The answer must be every line of the records below that contains the word "Moreno".

Segment Start: THE INPUT

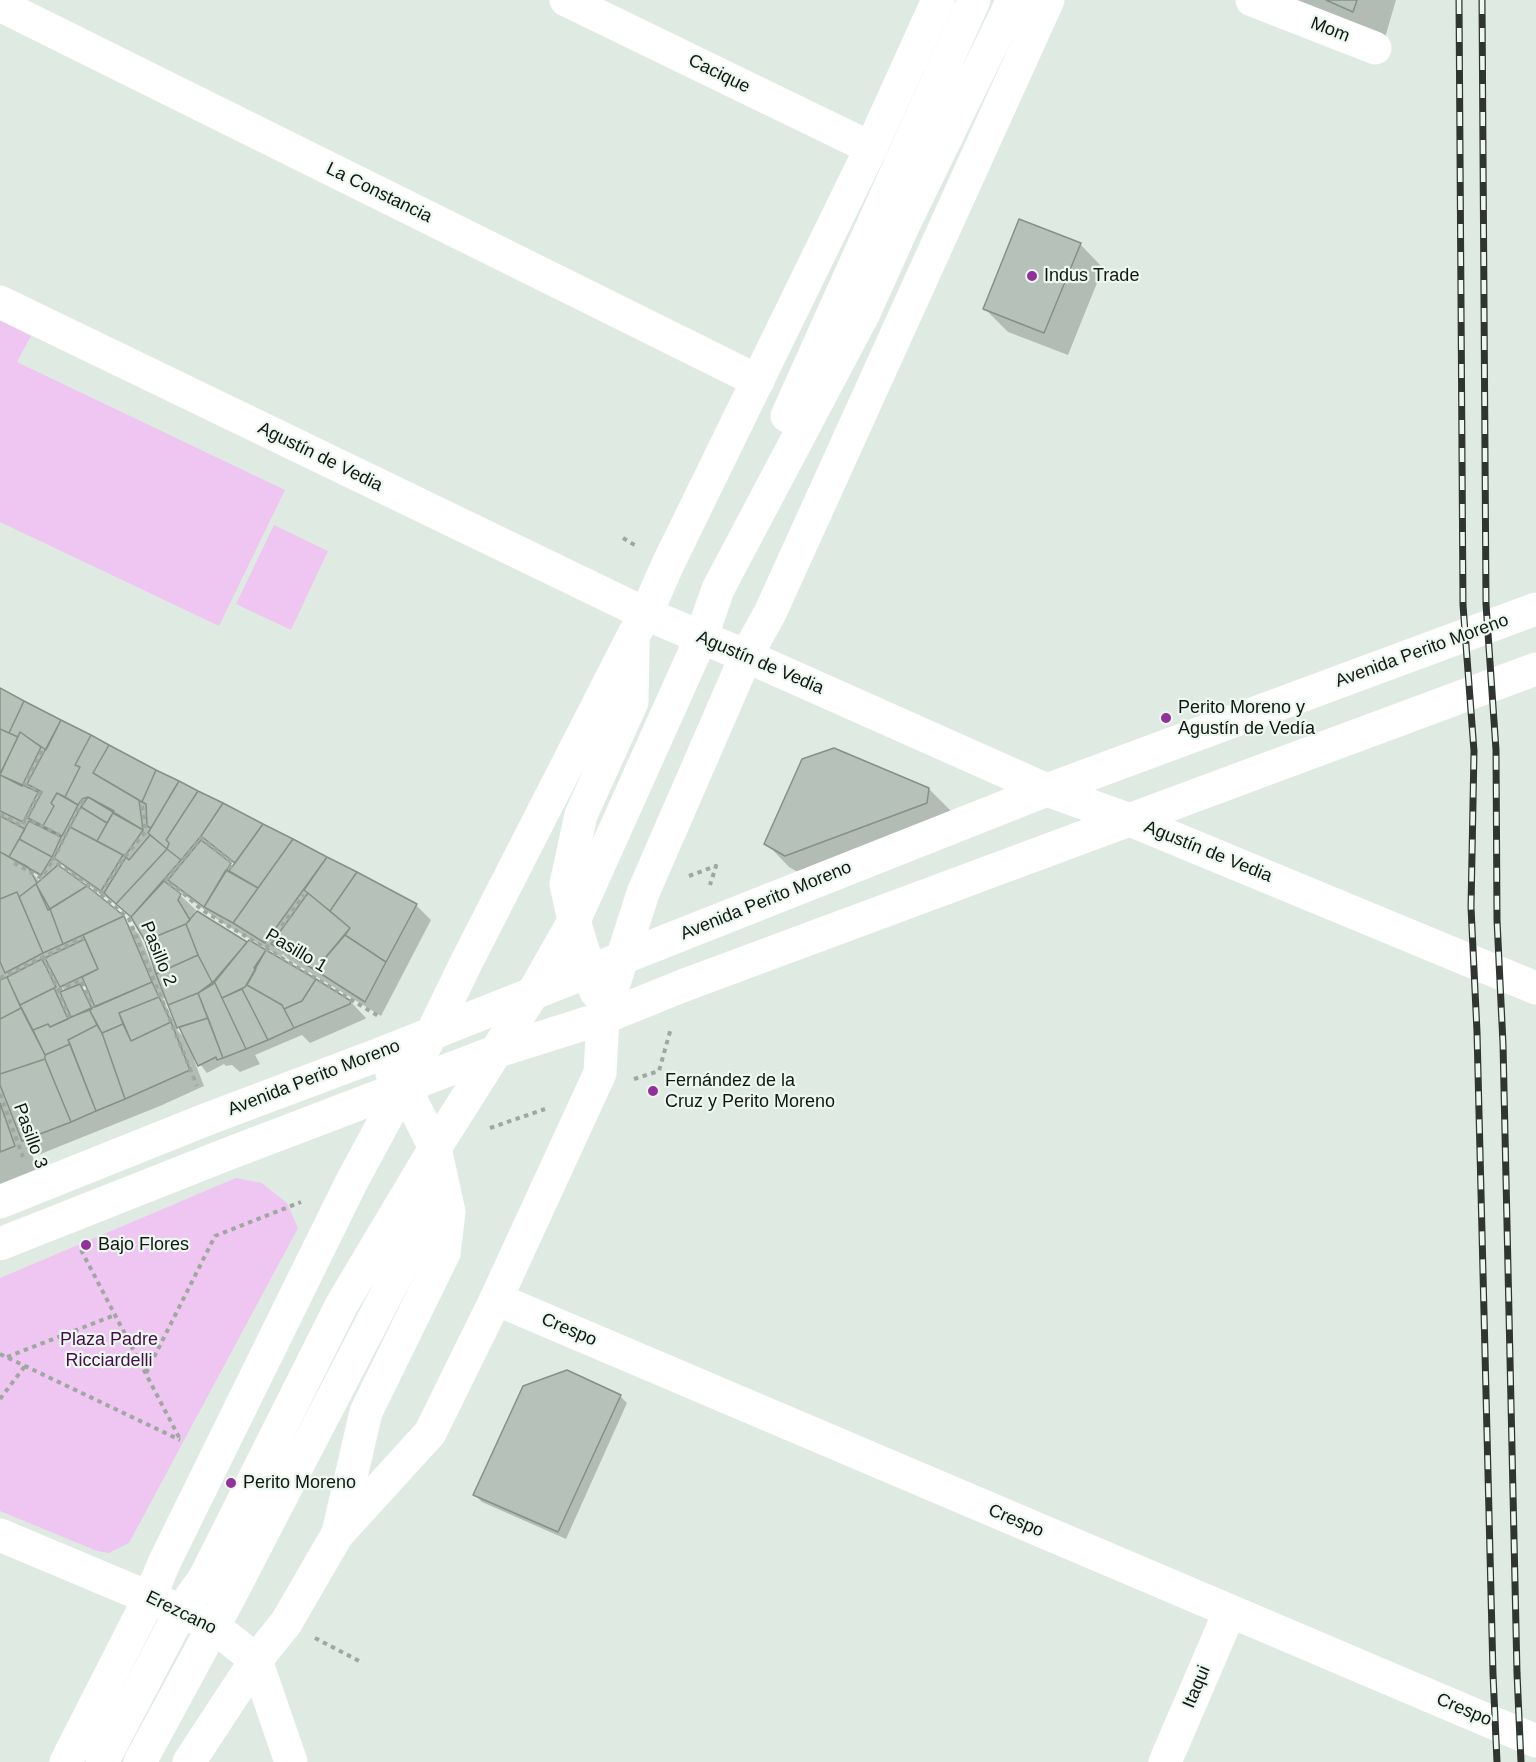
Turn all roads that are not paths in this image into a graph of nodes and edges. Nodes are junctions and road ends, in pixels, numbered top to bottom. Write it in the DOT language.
graph roads {
  1 [pos="566,0"];
  2 [pos="938,0"];
  3 [pos="974,0"];
  4 [pos="1012,0"];
  5 [pos="1038,0"];
  6 [pos="1048,0"];
  7 [pos="1252,0"];
  8 [pos="0,5"];
  9 [pos="1375,48"];
  10 [pos="871,148"];
  11 [pos="905,222"];
  12 [pos="0,302"];
  13 [pos="758,381"];
  14 [pos="718,589"];
  15 [pos="1536,609"];
  16 [pos="639,625"];
  17 [pos="702,638"];
  18 [pos="746,656"];
  19 [pos="1536,669"];
  20 [pos="1047,790"];
  21 [pos="1130,820"];
  22 [pos="574,921"];
  23 [pos="621,958"];
  24 [pos="591,970"];
  25 [pos="1536,988"];
  26 [pos="533,993"];
  27 [pos="603,1018"];
  28 [pos="424,1036"];
  29 [pos="495,1052"];
  30 [pos="375,1056"];
  31 [pos="404,1086"];
  32 [pos="435,1148"];
  33 [pos="0,1202"];
  34 [pos="0,1244"];
  35 [pos="496,1299"];
  36 [pos="0,1535"];
  37 [pos="338,1535"];
  38 [pos="150,1597"];
  39 [pos="181,1611"];
  40 [pos="1230,1611"];
  41 [pos="213,1626"];
  42 [pos="256,1660"];
  43 [pos="1536,1740"];
  44 [pos="66,1762"];
  45 [pos="102,1762"];
  46 [pos="140,1762"];
  47 [pos="189,1762"];
  48 [pos="291,1762"];
  49 [pos="1165,1762"];
  1 -- 10 [label="main road, Cacique"];
  2 -- 10 [label="main road"];
  3 -- 14 [label="main road"];
  4 -- 11 [label="main road"];
  5 -- 11 [label="main road"];
  6 -- 18 [label="main road"];
  7 -- 9 [label="main road, Mom"];
  8 -- 13 [label="main road, La Constancia"];
  10 -- 13 [label="main road"];
  11 -- 14 [label="main road"];
  12 -- 16 [label="main road, Agustín de Vedia"];
  13 -- 16 [label="main road"];
  14 -- 17 [label="main road"];
  15 -- 20 [label="main road, Avenida Perito Moreno"];
  16 -- 17 [label="main road, Agustín de Vedia"];
  16 -- 22 [label="main road"];
  16 -- 28 [label="main road"];
  17 -- 18 [label="main road, Agustín de Vedia"];
  17 -- 22 [label="main road"];
  18 -- 20 [label="main road, Agustín de Vedia"];
  18 -- 23 [label="main road"];
  19 -- 21 [label="main road"];
  20 -- 21 [label="main road, Agustín de Vedia"];
  20 -- 23 [label="main road, Avenida Perito Moreno"];
  21 -- 25 [label="main road, Agustín de Vedia"];
  21 -- 27 [label="main road"];
  22 -- 24 [label="main road"];
  22 -- 26 [label="main road"];
  23 -- 24 [label="main road, Avenida Perito Moreno"];
  23 -- 27 [label="main road"];
  24 -- 26 [label="main road, Avenida Perito Moreno"];
  24 -- 27 [label="main road"];
  26 -- 28 [label="main road, Avenida Perito Moreno"];
  26 -- 29 [label="main road"];
  27 -- 29 [label="main road"];
  27 -- 35 [label="main road"];
  28 -- 30 [label="main road, Avenida Perito Moreno"];
  28 -- 31 [label="main road"];
  29 -- 31 [label="main road"];
  29 -- 32 [label="main road"];
  30 -- 31 [label="main road"];
  30 -- 33 [label="main road, Avenida Perito Moreno"];
  31 -- 32 [label="main road"];
  31 -- 34 [label="main road"];
  31 -- 38 [label="main road"];
  32 -- 37 [label="main road"];
  32 -- 39 [label="main road"];
  32 -- 41 [label="main road"];
  35 -- 37 [label="main road"];
  35 -- 40 [label="main road, Crespo"];
  36 -- 38 [label="main road, Erezcano"];
  37 -- 42 [label="main road"];
  38 -- 39 [label="main road, Erezcano"];
  38 -- 44 [label="main road"];
  39 -- 41 [label="main road, Erezcano"];
  39 -- 45 [label="main road"];
  40 -- 43 [label="main road, Crespo"];
  40 -- 49 [label="main road, Itaqui"];
  41 -- 42 [label="main road, Erezcano"];
  41 -- 46 [label="main road"];
  42 -- 47 [label="main road"];
  42 -- 48 [label="main road"];
}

Segment End: THE INPUT

◆ OUTPUT:
  15 -- 20 [label="main road, Avenida Perito Moreno"];
  20 -- 23 [label="main road, Avenida Perito Moreno"];
  23 -- 24 [label="main road, Avenida Perito Moreno"];
  24 -- 26 [label="main road, Avenida Perito Moreno"];
  26 -- 28 [label="main road, Avenida Perito Moreno"];
  28 -- 30 [label="main road, Avenida Perito Moreno"];
  30 -- 33 [label="main road, Avenida Perito Moreno"];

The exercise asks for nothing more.